> REQUIREMENT: As the answer, give every line of the records that includes the word "ring".

[Start of section]

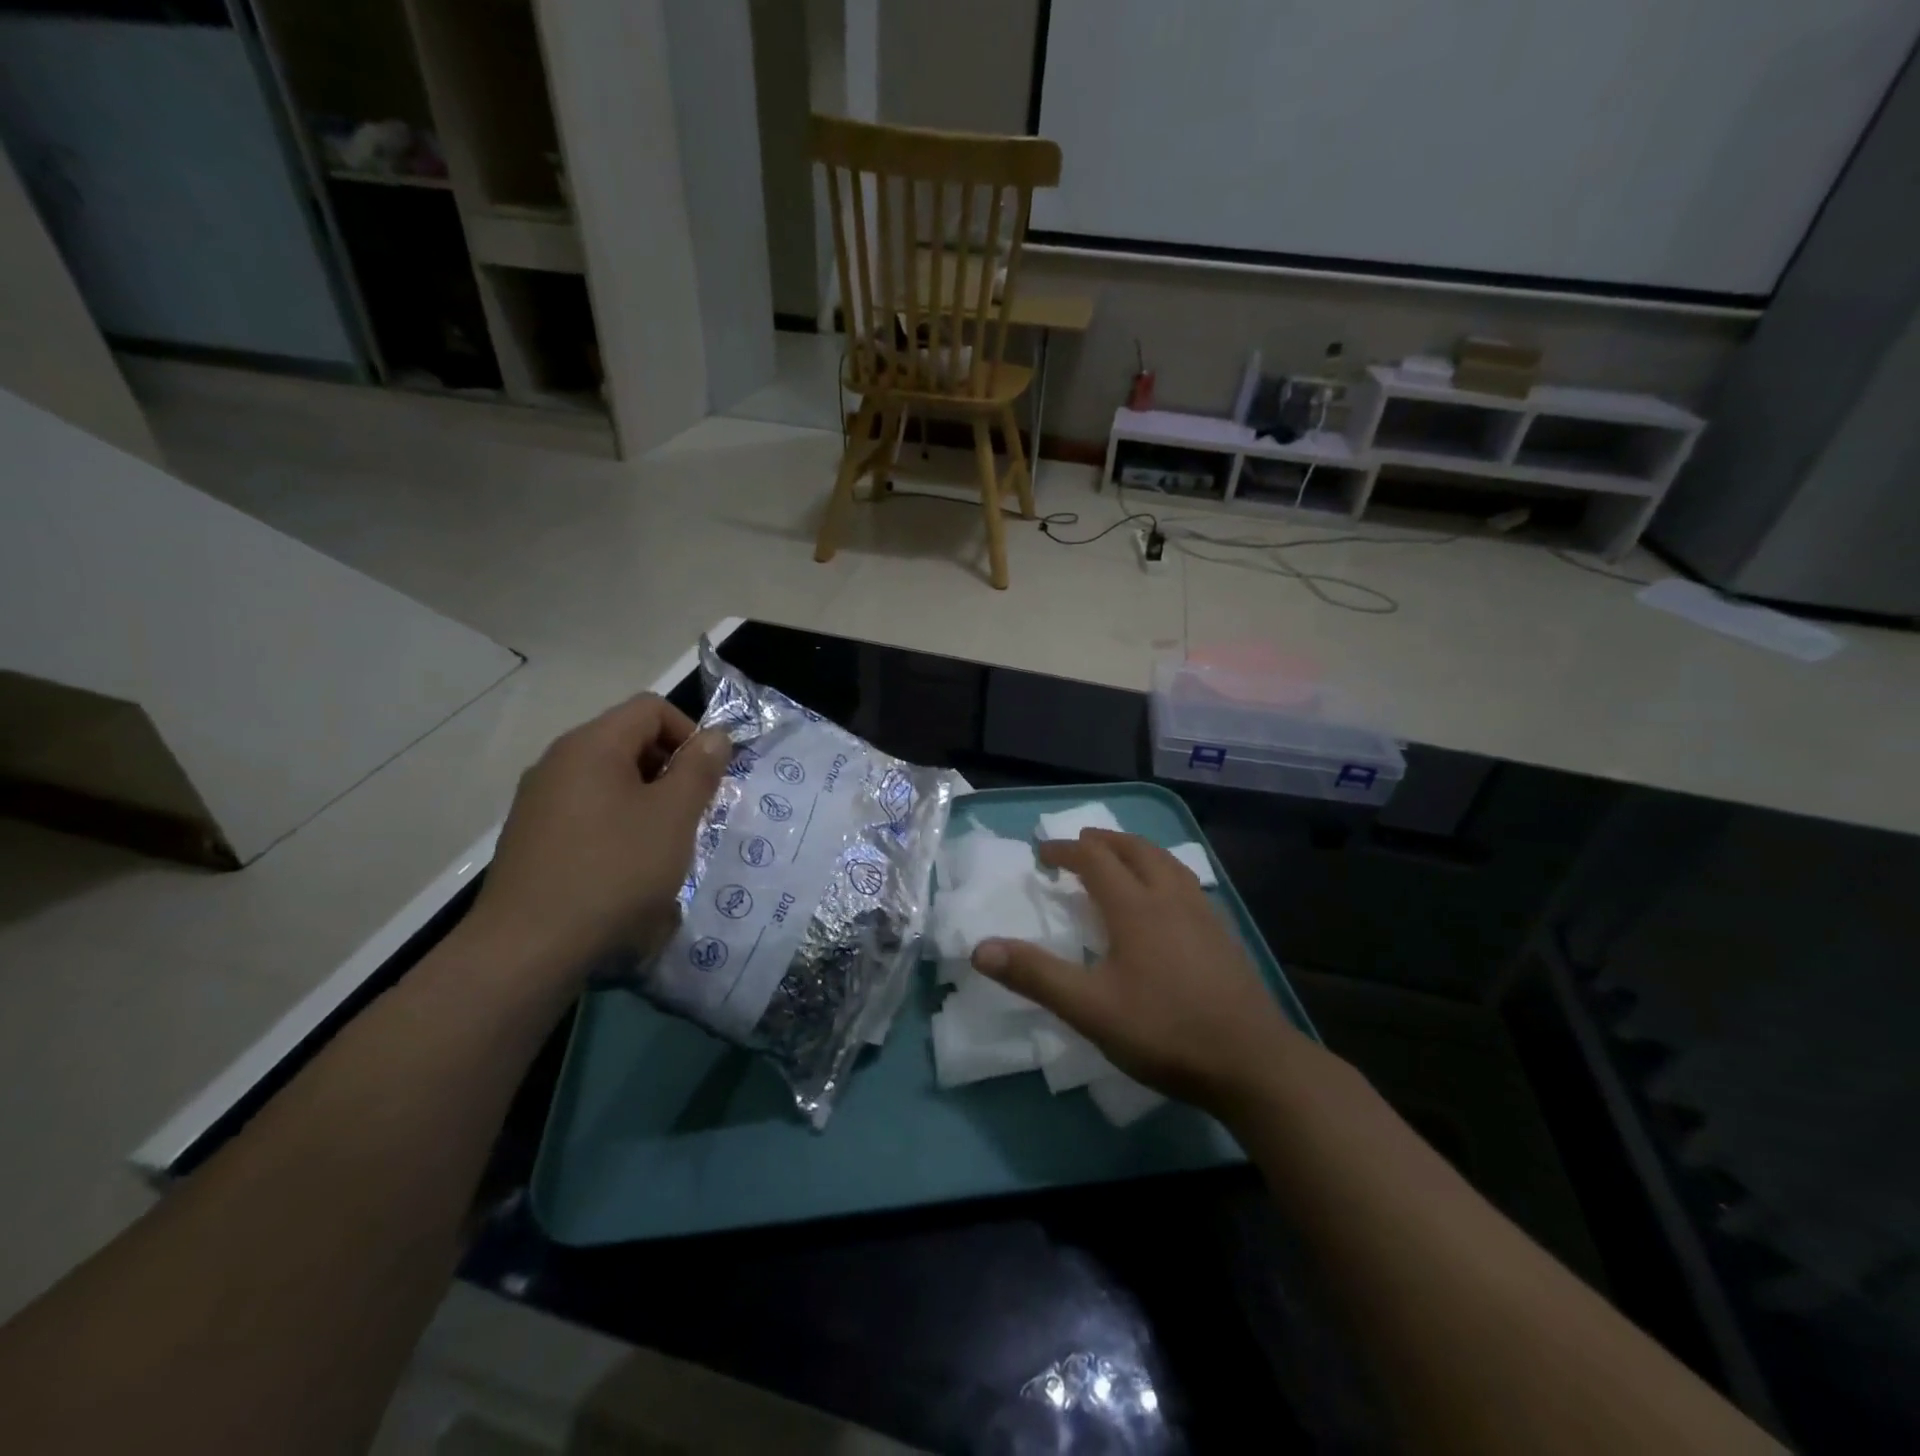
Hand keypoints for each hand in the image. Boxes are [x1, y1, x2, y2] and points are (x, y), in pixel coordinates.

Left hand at [464, 694, 730, 977]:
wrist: (528, 948)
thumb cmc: (614, 870)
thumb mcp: (674, 816)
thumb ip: (699, 769)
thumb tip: (715, 736)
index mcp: (591, 745)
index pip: (651, 708)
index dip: (690, 733)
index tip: (708, 778)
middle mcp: (559, 761)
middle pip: (629, 740)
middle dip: (671, 769)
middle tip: (693, 813)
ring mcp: (540, 800)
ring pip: (610, 779)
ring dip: (648, 800)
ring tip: (665, 844)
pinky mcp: (533, 837)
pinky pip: (588, 811)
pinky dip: (619, 824)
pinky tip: (628, 867)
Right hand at [972, 830, 1305, 1116]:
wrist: (1252, 1063)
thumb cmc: (1164, 1031)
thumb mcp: (1089, 1009)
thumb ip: (1036, 975)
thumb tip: (980, 949)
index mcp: (1136, 907)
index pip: (1095, 860)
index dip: (1066, 850)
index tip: (1043, 853)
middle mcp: (1170, 897)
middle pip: (1135, 850)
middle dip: (1103, 841)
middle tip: (1080, 842)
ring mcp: (1203, 913)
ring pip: (1166, 862)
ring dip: (1136, 850)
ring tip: (1121, 856)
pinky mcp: (1223, 934)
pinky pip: (1186, 882)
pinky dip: (1163, 871)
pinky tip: (1166, 898)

[End of section]

> OUTPUT FOR THIS TASK:
ring mcp: (540, 800)
ring pip: (610, 779)
ring dip: (648, 800)
ring tip: (665, 844)
ring mcp: (1203, 913)
ring pip: (1166, 862)
ring dip: (1136, 850)
ring tip: (1121, 856)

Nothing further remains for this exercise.